Tattoos are almost as old as humanity, and humanity’s feelings about them are diverse. In some cultures such markings indicate the passage from childhood to adulthood, or a deviation from what is considered “normal.” They can indicate belonging or isolation.
They are also amazing storytellers. Tattoos are a public display of a person’s inner feelings, where they’ve been, where they’re going, what they believe about themselves and the world. Tattoos are tributes memories, dreams, or fears. They can be sacred or profane, and mean different things to different people. They are thoughts personified. Tattoos can also indicate an obsession — and no one is more obsessed than bookish people.
When Eva Talmadge and Justin Taylor had the idea for The Word Made Flesh in 2009, they had no idea that “literary tattoos” were such a big trend. But they’d been seeing them more and more recently, and not just in their hometown of Brooklyn. Could there be more people out there with permanent tributes to literature on their bodies? They decided to put out a call for submissions of photos of bookish tattoos.
Three months later, they had enough to fill two books; two years later, The Word Made Flesh tumblr is still updated almost daily with new tattoos submitted by bookish people.
A bookworm’s dream
In this slim volume you will find spells from Harry Potter, quotes from Vonnegut, lines from Beckett, Poe’s raven, and tributes to Maurice Sendak, Shel Silverstein, and Alice in Wonderland.
But you’ll also find the stories behind the tattoos, moments of triumph and tragedy. You’ll be tempted to become a member of the “Skin” project, in which author Shelley Jackson is publishing her 1,000 word short story, one word at a time, on 1,000 different people. I guarantee you’ll come up with at least one idea for your own literary tattoo (I know I did).
Each of the people pictured in The Word Made Flesh chose to make a piece of literature, or an author, or a character, a part of their very being. If that’s not dedication, I don’t know what is.
Would you ever get a literary tattoo? Why or why not?
*Just a quick note that I am out of town from 8/14 – 8/20. Posts should be going up automatically, but I’ll be really slow on responding to comments until I get back. Thanks for your patience, and have a great week!*
6 thoughts on “The Word Made Flesh: Literary Tattoos from Bookworms Worldwide”
I’m always fascinated when I see literary tattoos. I wouldn’t get one myself (did the tattoo thing, regret the tattoo thing!), but I like them. I would think for people dedicated to books enough to get a tattoo that the hardest part would be narrowing down which book to reference. I couldn’t even begin to choose!

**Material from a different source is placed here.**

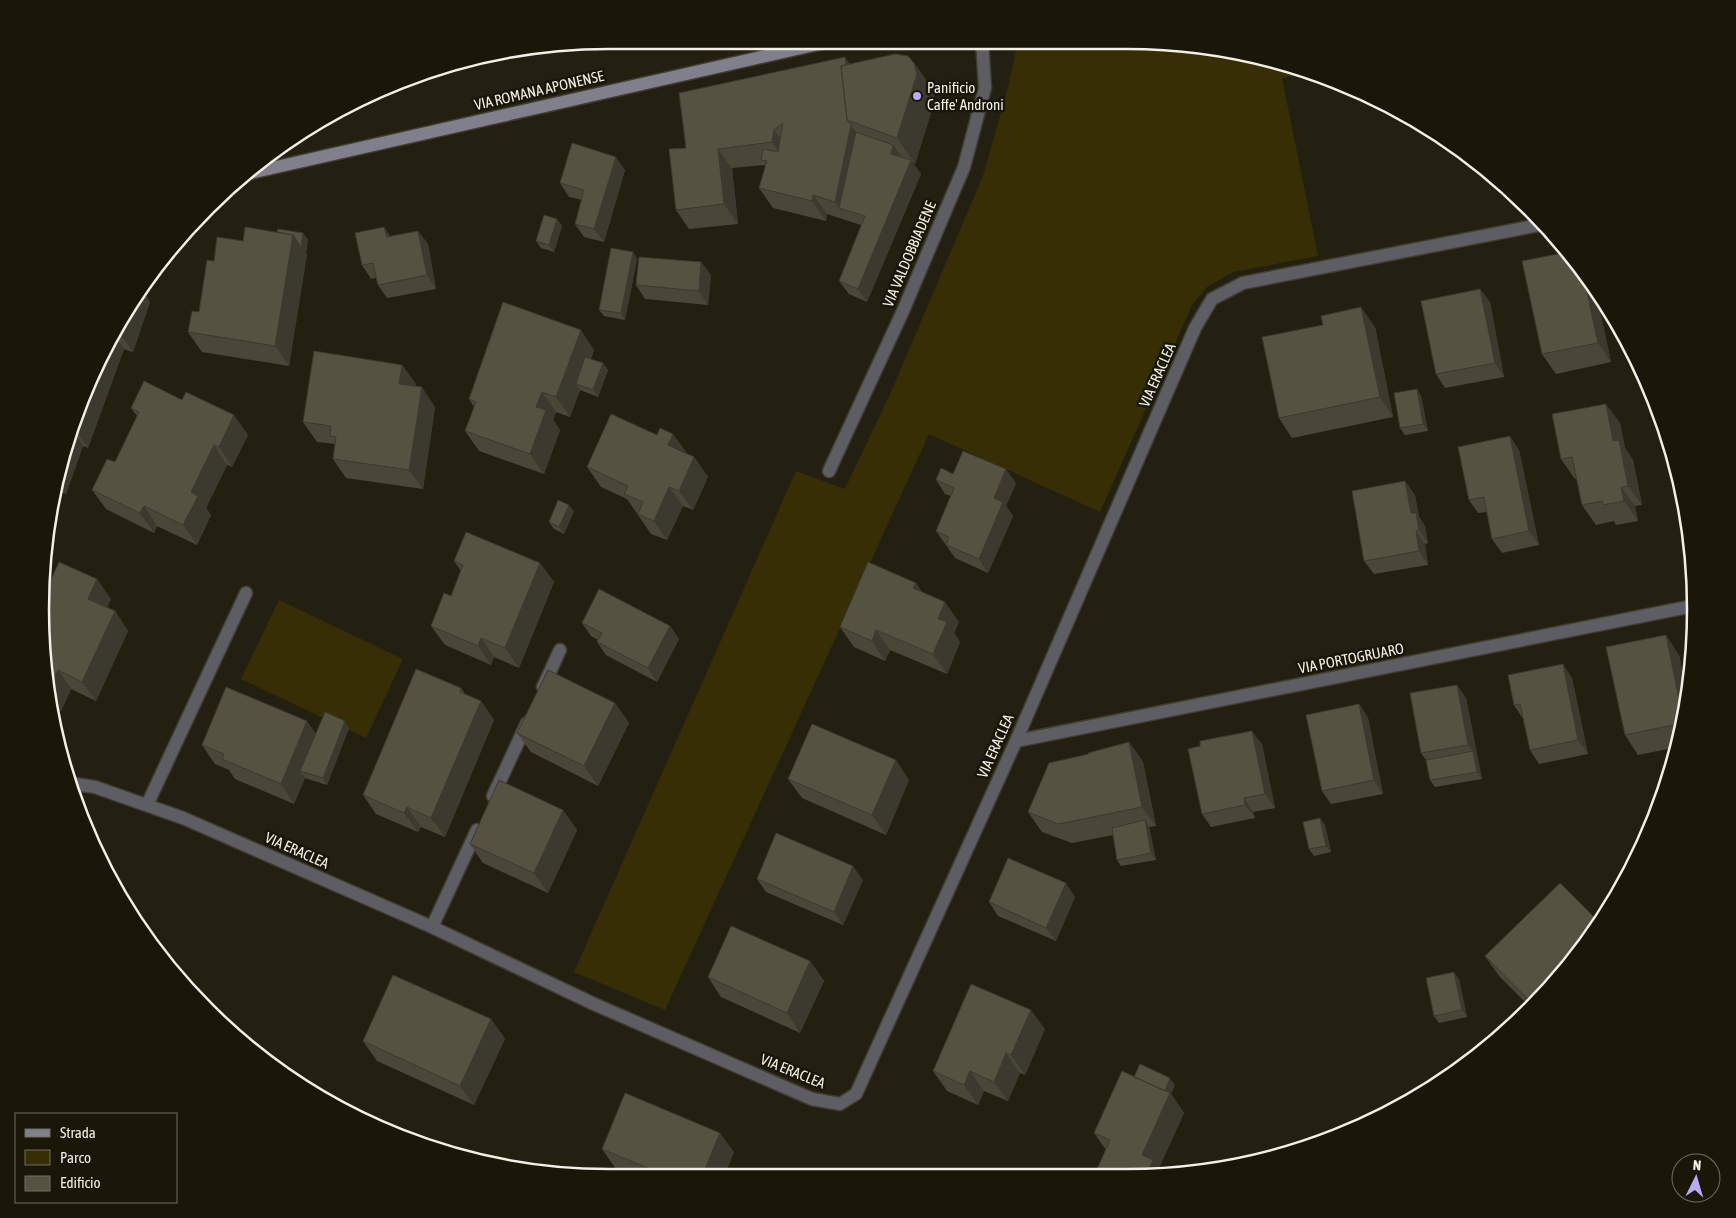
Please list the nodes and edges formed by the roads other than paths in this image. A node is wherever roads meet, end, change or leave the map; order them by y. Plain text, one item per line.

The hardest part is definitely narrowing down the options — there are at least a dozen that I can think of that I’d like, and choosing just one is nearly impossible (although I think I’m getting closer). What’s your tattoo of? 😀
I’m with Small Review on this one. Wouldn’t consider getting a tattoo, but I love to see what everyone else has….
I’ve always loved tattoos. I think they can be really beautiful and really powerful, because they’re a form of storytelling. The word made flesh, so to speak. :p I can’t wait to get my own.
Talk about dedication. I’d never really thought about it before, but if I came across the right quote, or image that depicted something about a book I really loved, I would seriously consider getting a literary tattoo. Maybe the cover of my book once it’s published? haha Have a great weekend!
There seems to be a pretty even balance between people who get images, and people who get words tattooed. Most of my ideas are quotes, which is problematic because the quotes I love the most are really long — so they’d take a long time, hurt more, and I’d have to find space for them on me somewhere (I’m pretty thin, so space is limited).
The book cover image is a good idea, but you better hope it’s not a multi-colored, complex design. Costs more and takes longer. : / I’ll probably go with something simple.